Los seres humanos vamos llenando la vida de contenidos, de intentos, de fracasos, de logros y de satisfacciones cuando no dejamos perder la curiosidad ni el gusto por descubrir la belleza de las cosas, que puede estar en un cultivo florecido de lavanda o en la sonrisa cansada de un anciano que agradece un poco de atención. Cuando valoramos y respetamos al otro, porque nadie es más grande ni más pequeño que nadie, sin subestimar ni sobreestimar a ningún ser humano, ni por sus creencias ni por sus descreimientos.
Cuando somos solidarios. Aunque a un montón los tiene sin cuidado, en esta sociedad egoísta y desequilibrada hay personas bondadosas que intentan hacer esa brecha más pequeña, y no quitándoles a los que más tienen, como quisieran algunos, sino creando oportunidades para todos.
Cuando descubrimos el gusto de usar las manos para sostener un libro, amasar un pan, tallar un trozo de madera, tejer una colcha de crochet o sembrar una planta y observar sus cambios imperceptibles cada mañana. Cuando somos capaces de ceder, porque nadie tiene la verdad completa y porque la convivencia cada tanto así lo exige, sin que hacerlo signifique debilidad.
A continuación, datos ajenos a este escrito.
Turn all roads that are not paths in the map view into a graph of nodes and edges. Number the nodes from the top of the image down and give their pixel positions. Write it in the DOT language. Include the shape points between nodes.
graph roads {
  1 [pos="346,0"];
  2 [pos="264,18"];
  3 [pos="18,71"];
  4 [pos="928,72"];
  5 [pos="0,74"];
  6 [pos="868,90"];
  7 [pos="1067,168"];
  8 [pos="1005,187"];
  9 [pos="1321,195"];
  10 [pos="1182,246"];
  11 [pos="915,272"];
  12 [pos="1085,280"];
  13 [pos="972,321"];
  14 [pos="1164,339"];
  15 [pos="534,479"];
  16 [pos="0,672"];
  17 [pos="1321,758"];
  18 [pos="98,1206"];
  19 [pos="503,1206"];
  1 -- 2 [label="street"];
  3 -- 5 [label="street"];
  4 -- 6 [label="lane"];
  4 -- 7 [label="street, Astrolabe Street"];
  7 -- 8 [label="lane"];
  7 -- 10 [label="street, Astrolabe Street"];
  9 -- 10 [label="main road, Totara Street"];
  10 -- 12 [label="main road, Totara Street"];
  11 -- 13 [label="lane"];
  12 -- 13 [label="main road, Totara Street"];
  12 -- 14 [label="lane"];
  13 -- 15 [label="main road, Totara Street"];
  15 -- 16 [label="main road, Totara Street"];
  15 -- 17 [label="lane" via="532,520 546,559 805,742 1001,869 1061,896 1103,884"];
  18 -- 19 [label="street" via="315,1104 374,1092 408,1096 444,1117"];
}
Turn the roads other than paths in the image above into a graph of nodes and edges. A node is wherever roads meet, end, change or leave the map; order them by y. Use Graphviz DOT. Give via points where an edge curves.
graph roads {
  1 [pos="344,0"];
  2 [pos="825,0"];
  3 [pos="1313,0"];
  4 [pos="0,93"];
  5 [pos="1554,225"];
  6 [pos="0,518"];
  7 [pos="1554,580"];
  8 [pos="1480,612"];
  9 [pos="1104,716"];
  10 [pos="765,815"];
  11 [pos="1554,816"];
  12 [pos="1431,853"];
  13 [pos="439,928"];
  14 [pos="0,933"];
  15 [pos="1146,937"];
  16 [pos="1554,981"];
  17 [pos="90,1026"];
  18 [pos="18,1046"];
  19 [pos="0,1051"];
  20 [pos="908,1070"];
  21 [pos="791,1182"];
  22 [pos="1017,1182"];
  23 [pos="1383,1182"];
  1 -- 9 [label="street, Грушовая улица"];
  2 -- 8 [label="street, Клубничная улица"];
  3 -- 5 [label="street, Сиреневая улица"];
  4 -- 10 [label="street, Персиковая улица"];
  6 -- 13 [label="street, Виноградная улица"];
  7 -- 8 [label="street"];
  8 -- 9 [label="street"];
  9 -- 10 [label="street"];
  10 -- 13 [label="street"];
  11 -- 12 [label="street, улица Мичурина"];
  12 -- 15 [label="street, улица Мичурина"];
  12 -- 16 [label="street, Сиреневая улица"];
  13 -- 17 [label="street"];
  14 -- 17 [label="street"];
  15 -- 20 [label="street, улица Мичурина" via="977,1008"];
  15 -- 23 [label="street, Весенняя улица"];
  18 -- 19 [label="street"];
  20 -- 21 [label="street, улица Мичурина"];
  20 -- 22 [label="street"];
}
Cuando amamos a la familia como la más grande fortuna que podamos atesorar, cuando defendemos nuestros principios y nuestras convicciones hasta con los dientes, sin llegar al extremo de morder a quienes no los compartan.
¿Sueno muy santa Teresa de Calcuta? Pues sería muy chicanera si dijera que reúno todos los ingredientes para la receta de una vida con sentido, pero lo intento.
Y conste que no tengo afán de morirme, pero cuando llegue la hora, espero no tener asuntos inconclusos. Deseo haber entregado ya todos los amores, los abrazos y los besos; haber recibido y dado todos los perdones; haber pagado mis deudas y cumplido todas mis obligaciones. Entonces podré cerrar mi ciclo vital en paz y volverme un recuerdo, ojalá bonito, para quienes vienen detrás .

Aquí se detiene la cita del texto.